Everyone’s responsibility to avoid falling off the cliff

01 Oct 2020 / 11:45 H.

WITH the spectre of tougher restrictions looming due to the recent spike in detected Covid-19 cases, real concerns arise on how much renewed strain our economy can withstand.

If we take into account the World Bank’s prediction of Malaysia’s economic growth forecast this year contracting to 4.9%, the answer is quite sobering.

Our economic recovery has been heavily dependent on domestic consumption. Given the sharp rise in unemployment in the second quarter of this year, we have a seen a “bloodbath” in the retail market with sales plummeting to 30.9% during this period.

World Bank Group lead economist Richard Record pulled his punches when he said it would be challenging for the Malaysian economy to endure another round of stringent movement control order (MCO).

As it is now, Malaysia’s debt is about 60% of gross domestic product (GDP) and the country’s fiscal deficit is set to rise to 6% from 3.4% in 2019 with the National Economic Recovery Plan (Penjana) in place.

These situations are mirrored in most countries.

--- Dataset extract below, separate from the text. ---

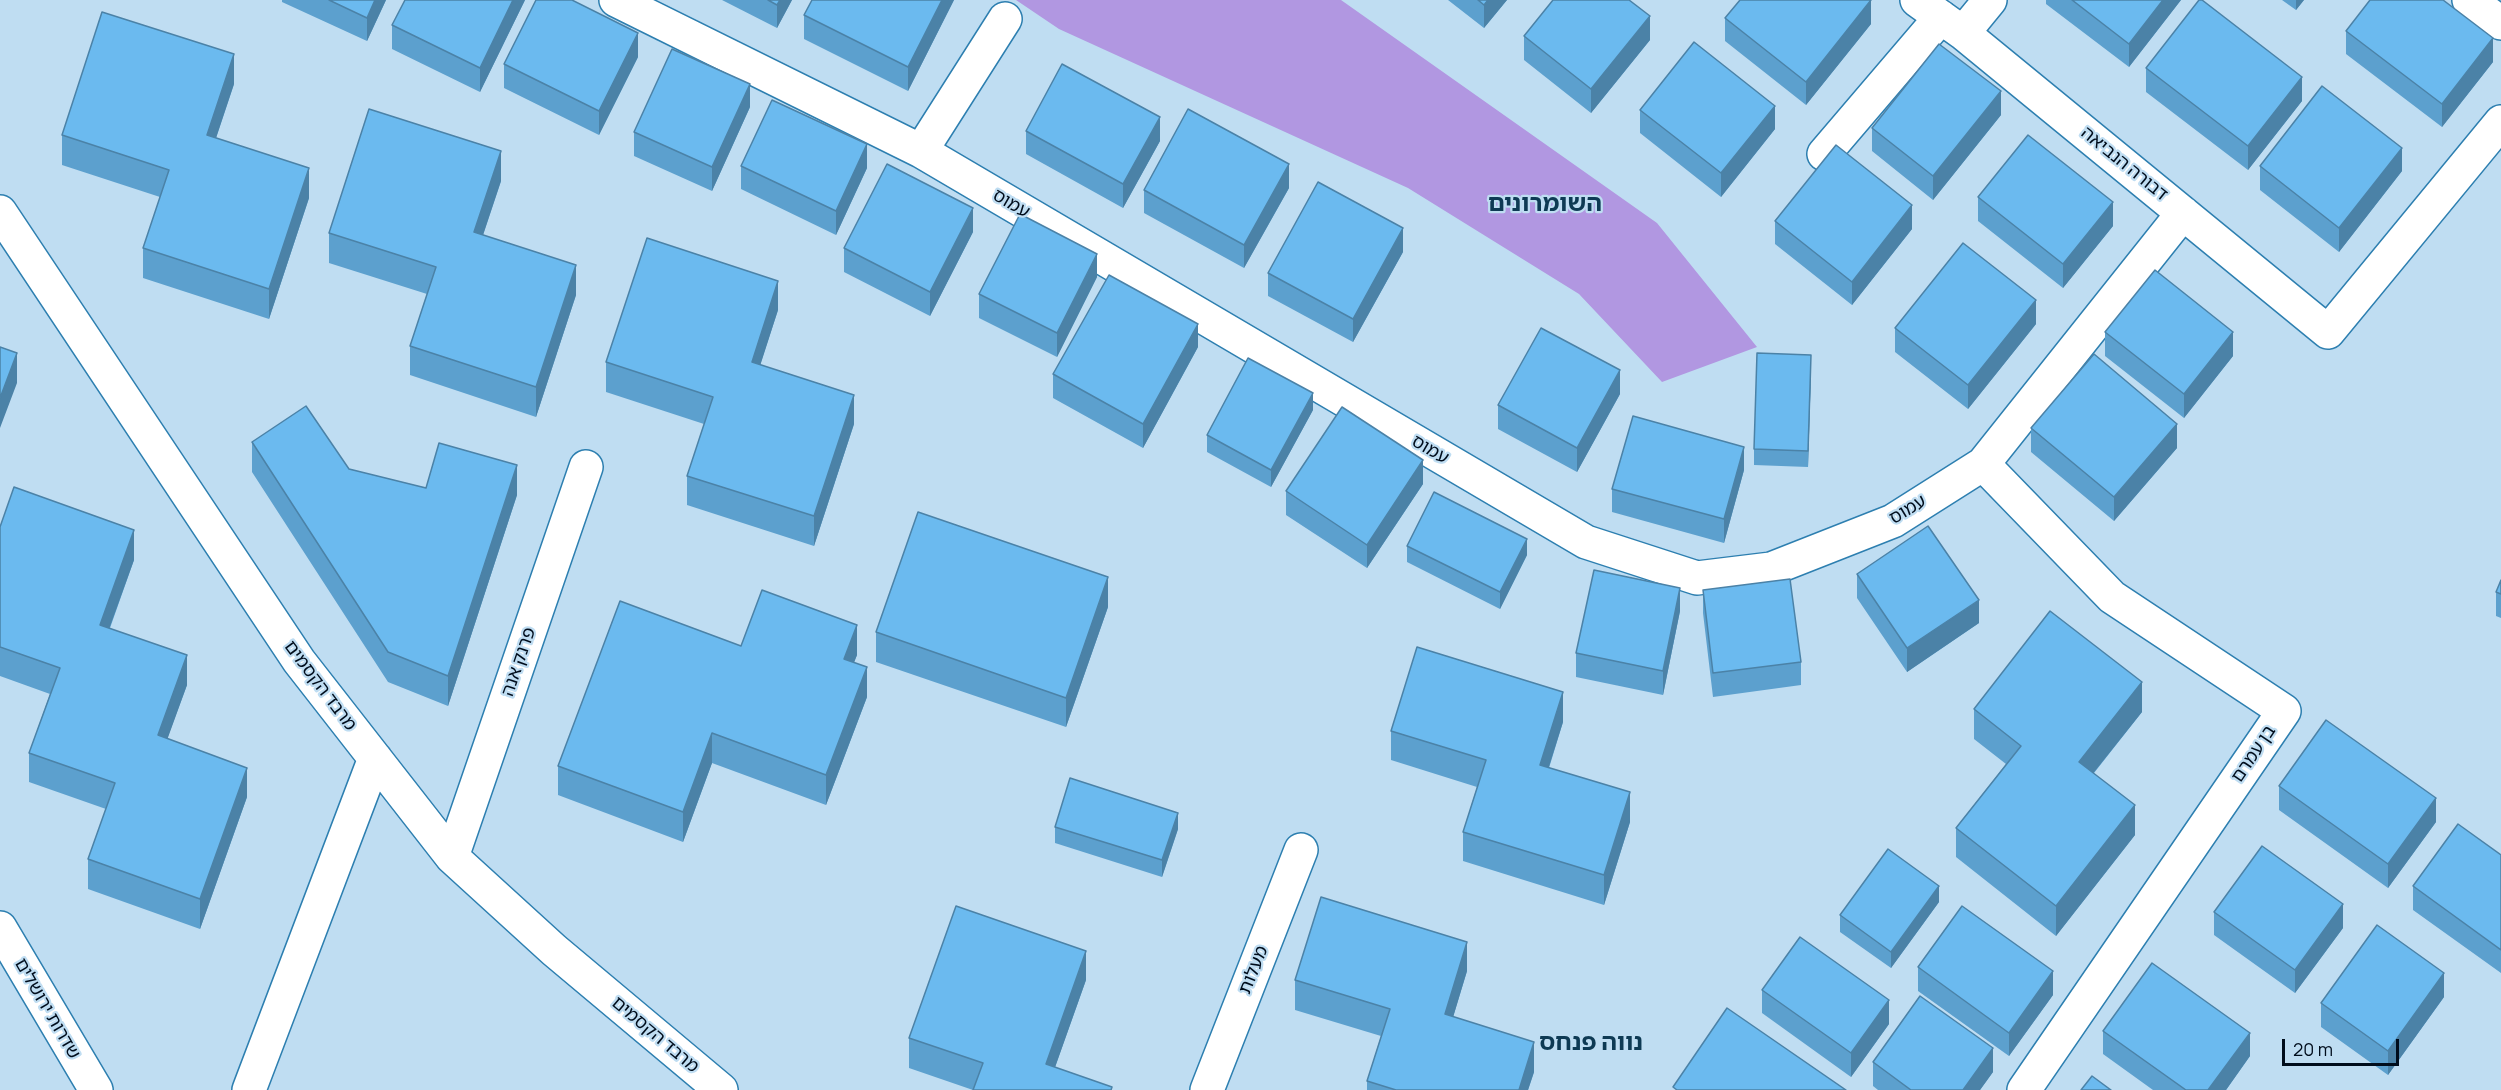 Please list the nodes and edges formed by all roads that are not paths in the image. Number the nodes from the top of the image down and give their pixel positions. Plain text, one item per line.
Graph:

Global debt levels are at record highs and growing financial bubbles being fuelled by the fiscal and monetary stimulus measures introduced to counter the economic damage caused by the pandemic.

The fight against the virus is on two fronts - the people’s health and the country’s economic well-being.

The fronts are interlinked as the economic situation of the country is dependent on the welfare of the people.

While the aid packages introduced by the government have done well to sustain businesses and individuals so far, it can ill-afford to roll out more spending measures as the national debt is considerable, and budget deficit is bursting at its optimal seams.

Focus has to be on containing local transmissions of the virus which have spiked of late.

As pointed out by the Malaysian Medical Association, the next two to three weeks will be important in controlling the spread of Covid-19 infections as a large number of travellers from Sabah will be returning to other states after the state election on Sept 26.

Although it is not compulsory for those returning from Sabah to undergo the 14-day quarantine if they have tested negative for the virus, they should heed Health director-general Tan Sri Dr Noor Hisham Abdullah’s call for self-discipline.

He also advised the returnees to go to the district health centres or health clinics to undergo swab tests on the 13th day to make sure they are truly free from the virus.

If these calls go unheeded and the number of local transmissions continues to rise, quarantine would have to be mandatory. We just cannot afford another round of stringent MCO.